### PROBLEM
Reply only with how many lines below contain "white".

[Stored data]
============================================================

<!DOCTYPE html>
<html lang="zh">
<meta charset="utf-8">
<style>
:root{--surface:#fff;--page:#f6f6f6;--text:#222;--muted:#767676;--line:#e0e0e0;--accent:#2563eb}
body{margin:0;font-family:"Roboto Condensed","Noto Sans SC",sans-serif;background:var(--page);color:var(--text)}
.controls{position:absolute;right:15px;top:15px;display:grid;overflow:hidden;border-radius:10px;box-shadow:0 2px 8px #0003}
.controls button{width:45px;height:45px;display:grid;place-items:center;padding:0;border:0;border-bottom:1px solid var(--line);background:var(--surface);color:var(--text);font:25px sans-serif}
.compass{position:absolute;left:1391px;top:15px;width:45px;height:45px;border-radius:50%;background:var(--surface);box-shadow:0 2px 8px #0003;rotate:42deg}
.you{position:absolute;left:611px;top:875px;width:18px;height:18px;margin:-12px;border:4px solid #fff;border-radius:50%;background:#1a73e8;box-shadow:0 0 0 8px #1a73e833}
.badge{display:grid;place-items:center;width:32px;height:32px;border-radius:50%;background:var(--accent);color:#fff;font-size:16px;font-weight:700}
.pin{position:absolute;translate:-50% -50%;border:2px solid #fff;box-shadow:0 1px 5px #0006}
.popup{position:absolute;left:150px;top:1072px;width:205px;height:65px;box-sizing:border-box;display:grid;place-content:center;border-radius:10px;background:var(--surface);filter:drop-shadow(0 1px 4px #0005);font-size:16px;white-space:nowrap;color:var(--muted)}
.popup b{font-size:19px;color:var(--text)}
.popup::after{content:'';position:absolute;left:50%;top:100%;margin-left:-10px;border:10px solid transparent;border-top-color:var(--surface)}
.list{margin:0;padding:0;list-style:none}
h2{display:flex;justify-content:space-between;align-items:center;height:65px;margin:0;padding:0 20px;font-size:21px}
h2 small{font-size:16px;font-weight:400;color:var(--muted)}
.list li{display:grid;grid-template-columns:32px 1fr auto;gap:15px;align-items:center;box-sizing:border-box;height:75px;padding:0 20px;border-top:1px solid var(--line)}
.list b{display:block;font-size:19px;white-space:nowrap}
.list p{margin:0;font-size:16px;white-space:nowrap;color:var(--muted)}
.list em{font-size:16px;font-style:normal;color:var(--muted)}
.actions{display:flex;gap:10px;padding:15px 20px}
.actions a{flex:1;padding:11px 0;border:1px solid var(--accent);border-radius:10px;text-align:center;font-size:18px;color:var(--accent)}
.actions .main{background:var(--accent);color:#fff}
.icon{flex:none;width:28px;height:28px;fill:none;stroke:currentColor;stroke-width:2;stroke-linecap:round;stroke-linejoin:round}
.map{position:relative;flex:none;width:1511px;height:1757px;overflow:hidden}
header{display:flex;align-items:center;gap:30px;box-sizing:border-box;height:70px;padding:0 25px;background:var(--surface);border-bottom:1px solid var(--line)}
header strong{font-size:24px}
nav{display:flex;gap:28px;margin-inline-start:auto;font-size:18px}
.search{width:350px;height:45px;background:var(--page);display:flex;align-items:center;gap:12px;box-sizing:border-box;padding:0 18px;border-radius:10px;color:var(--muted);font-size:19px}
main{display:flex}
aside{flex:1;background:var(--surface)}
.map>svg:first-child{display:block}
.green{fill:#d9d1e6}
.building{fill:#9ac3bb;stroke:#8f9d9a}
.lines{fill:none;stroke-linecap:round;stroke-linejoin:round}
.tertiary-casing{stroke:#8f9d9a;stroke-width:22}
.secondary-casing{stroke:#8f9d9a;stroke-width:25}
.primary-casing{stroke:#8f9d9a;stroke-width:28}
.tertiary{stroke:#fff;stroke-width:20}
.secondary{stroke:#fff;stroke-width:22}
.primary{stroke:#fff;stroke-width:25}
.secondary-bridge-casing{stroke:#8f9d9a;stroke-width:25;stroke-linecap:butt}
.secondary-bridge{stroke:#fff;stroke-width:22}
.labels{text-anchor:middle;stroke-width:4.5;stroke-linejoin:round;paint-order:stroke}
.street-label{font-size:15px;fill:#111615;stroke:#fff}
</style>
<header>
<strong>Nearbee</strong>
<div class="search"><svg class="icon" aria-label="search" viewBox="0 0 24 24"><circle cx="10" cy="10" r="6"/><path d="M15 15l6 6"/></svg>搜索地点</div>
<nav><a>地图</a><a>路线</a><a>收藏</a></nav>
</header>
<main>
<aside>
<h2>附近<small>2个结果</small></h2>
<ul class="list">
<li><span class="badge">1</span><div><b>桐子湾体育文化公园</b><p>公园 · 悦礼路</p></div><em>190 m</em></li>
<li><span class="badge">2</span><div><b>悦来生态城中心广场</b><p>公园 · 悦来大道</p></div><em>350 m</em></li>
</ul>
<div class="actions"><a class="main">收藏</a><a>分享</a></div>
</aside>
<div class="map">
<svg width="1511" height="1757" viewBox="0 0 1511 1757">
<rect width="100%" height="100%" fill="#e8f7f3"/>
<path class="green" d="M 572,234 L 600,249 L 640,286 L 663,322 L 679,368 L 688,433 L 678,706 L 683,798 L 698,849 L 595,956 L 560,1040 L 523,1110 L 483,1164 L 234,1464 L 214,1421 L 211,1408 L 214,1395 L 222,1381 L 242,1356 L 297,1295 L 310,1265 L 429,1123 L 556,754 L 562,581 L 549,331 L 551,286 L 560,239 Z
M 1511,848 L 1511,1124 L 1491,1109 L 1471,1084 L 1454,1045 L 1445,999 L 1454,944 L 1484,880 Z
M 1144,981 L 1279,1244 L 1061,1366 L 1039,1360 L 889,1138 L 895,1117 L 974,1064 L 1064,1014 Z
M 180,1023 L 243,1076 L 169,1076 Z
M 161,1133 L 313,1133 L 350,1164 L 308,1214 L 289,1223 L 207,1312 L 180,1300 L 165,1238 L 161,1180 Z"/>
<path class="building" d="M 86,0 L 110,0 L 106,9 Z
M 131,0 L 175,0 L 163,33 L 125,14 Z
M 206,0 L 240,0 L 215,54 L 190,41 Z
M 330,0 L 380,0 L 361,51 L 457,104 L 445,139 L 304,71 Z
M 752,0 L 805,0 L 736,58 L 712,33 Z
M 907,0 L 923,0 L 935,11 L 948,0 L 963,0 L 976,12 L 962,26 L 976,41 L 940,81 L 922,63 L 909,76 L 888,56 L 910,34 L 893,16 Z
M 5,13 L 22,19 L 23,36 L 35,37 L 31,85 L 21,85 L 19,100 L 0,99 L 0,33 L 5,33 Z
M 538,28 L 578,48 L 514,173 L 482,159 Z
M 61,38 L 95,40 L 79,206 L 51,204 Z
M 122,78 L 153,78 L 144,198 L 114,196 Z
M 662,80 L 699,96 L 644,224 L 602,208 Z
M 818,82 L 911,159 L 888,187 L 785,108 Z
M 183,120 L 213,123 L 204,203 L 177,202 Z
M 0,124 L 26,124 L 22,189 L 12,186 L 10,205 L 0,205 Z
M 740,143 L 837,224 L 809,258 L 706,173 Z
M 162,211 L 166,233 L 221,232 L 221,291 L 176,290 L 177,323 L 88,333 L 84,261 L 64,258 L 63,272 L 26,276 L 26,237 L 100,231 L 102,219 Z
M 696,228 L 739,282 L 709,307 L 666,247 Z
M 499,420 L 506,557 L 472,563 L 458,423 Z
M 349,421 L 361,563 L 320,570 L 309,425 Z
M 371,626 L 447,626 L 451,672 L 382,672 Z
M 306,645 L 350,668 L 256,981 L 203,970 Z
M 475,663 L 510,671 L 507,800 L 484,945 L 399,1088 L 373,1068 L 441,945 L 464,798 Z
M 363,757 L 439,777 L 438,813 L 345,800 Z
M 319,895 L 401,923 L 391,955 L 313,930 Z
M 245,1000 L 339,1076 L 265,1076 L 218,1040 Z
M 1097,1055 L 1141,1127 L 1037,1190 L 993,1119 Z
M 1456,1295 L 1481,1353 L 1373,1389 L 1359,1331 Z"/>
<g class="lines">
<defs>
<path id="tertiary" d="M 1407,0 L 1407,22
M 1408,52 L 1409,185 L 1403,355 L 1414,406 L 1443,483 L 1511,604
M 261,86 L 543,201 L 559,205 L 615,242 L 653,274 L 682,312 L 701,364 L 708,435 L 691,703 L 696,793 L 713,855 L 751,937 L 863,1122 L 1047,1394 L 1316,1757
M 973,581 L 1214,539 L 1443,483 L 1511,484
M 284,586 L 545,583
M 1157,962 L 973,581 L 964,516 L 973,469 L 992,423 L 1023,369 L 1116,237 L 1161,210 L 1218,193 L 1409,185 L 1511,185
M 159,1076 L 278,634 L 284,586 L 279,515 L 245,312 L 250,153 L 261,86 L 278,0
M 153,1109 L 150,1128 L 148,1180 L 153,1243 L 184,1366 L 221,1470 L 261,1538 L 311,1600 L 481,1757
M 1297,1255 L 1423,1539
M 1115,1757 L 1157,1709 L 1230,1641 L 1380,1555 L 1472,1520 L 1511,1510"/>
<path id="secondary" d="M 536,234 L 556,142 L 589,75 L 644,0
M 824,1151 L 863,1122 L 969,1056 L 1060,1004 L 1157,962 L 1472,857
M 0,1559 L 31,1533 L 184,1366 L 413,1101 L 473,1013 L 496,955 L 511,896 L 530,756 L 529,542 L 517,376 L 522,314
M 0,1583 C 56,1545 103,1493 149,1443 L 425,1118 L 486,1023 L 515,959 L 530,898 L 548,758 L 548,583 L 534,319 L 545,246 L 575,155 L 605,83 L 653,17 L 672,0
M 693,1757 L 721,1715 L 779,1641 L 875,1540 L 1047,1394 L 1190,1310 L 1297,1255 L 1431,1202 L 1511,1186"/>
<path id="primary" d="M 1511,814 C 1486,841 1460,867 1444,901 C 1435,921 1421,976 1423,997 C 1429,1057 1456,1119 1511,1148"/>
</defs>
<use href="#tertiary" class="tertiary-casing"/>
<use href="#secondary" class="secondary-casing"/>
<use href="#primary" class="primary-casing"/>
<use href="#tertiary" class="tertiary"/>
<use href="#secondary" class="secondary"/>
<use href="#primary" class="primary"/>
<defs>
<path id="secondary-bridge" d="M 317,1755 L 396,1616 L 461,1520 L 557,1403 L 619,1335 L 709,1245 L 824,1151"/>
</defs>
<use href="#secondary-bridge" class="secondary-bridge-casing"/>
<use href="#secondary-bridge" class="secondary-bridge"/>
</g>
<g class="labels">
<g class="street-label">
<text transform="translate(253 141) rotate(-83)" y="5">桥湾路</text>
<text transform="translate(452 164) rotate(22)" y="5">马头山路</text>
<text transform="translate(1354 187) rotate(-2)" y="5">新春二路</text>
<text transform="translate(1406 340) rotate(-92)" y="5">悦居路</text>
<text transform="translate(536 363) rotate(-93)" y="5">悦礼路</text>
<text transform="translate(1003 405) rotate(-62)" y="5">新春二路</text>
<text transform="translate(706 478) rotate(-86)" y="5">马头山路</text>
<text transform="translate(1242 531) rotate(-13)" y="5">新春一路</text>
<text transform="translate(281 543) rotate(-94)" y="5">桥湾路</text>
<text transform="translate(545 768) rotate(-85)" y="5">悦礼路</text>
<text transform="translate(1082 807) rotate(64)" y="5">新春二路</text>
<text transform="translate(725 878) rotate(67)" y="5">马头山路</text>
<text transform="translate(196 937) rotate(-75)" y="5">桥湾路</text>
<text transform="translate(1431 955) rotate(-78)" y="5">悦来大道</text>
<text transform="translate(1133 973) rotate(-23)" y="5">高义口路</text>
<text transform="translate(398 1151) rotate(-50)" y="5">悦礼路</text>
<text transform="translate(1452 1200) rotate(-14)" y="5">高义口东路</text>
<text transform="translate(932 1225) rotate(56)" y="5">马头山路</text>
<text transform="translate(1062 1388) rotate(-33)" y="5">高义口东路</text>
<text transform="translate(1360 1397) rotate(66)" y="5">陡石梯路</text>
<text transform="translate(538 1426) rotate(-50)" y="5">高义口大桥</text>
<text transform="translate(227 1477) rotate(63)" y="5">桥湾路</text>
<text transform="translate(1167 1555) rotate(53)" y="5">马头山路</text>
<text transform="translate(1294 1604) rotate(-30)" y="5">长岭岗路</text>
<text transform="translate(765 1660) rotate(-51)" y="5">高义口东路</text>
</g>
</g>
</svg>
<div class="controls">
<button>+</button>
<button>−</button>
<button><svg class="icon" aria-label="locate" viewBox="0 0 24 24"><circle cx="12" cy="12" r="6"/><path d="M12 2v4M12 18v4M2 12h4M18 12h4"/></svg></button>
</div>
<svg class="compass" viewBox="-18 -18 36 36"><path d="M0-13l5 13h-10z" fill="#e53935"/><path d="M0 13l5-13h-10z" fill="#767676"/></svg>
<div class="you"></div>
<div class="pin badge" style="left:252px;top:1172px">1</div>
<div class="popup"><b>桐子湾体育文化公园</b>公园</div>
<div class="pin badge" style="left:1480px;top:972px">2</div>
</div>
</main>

============================================================

### WRITTEN SOLUTION
3